Bash Shell – How ‘find -exec’ Passes File Names with Spaces

argumentsbashfindquotingshell

If I have a directory containing some files whose names have spaces, e.g.

$ ls -1 dir1
file 1
file 2
file 3

I can successfully copy all of them to another directory like this:

$ find dir1 -mindepth 1 -exec cp -t dir2 {} +

However, the output of find dir1 -mindepth 1 contains un-escaped spaces:

$ find dir1 mindepth 1
dir1/file 1
dir1/file 3
dir1/file 3

If I use print0 instead of print, the output still contains un-escaped spaces:

$ find dir1 mindepth 1 -print0
dir1/file 1dir1/file 2dir1/file 3

To copy these files manually using cp, I would need to escape the spaces; but it seems that this is unnecessary when cp's aguments come from find, irrespective of whether I use + or \; at the end of the command.

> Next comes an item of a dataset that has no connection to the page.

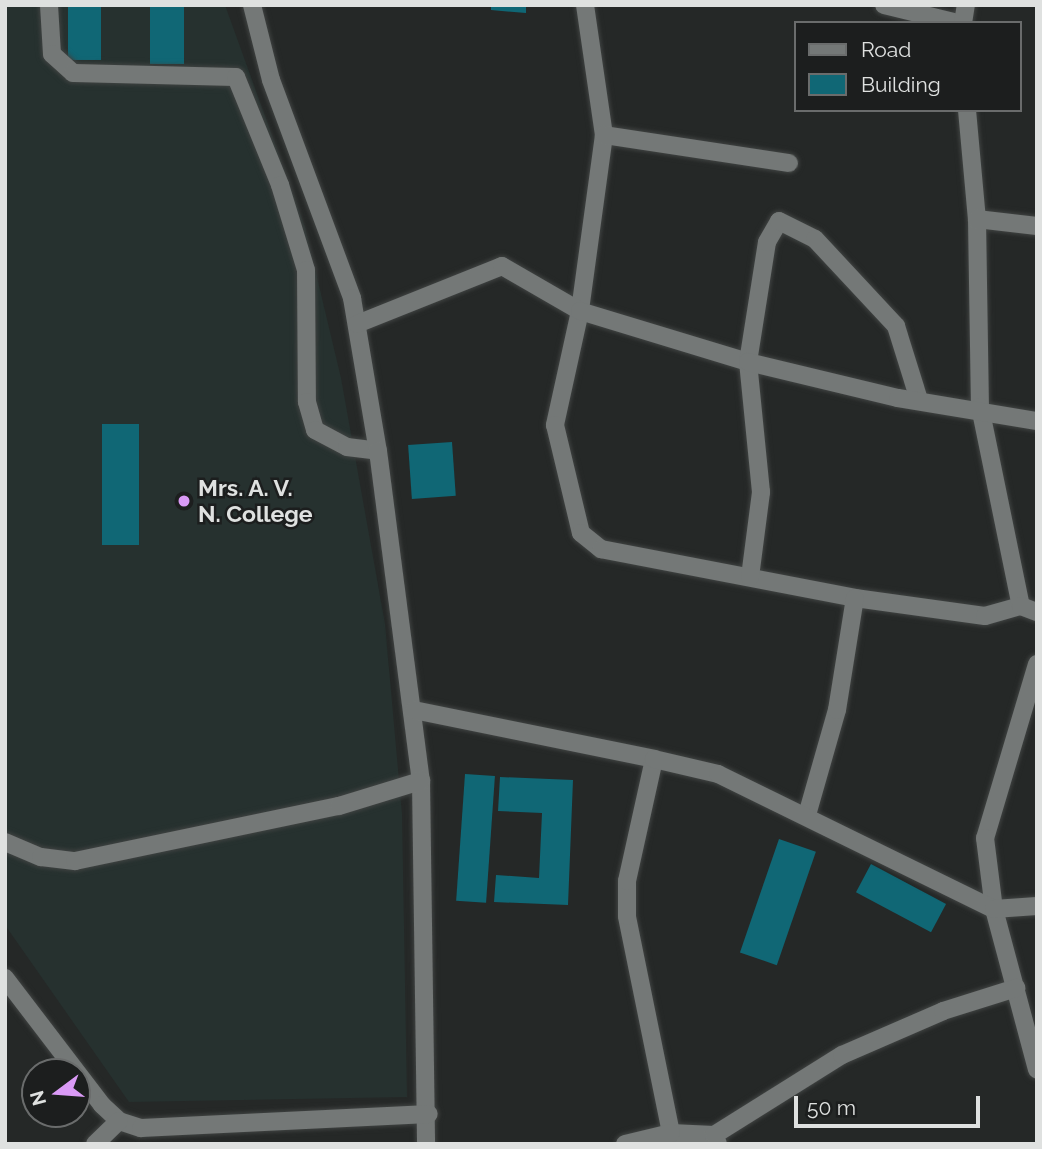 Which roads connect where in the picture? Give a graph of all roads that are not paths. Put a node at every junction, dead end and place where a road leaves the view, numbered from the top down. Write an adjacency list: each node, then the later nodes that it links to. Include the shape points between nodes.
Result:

What's the reason for this?

Best Answer

The find command executes the command directly. The command, including the filename argument, will not be processed by the shell or anything else that might modify the filename. It's very safe.

You are correct that there's no need to escape filenames which are represented by {} on the find command line.

find passes the raw filename from disk directly into the internal argument list of the -exec command, in your case, the cp command.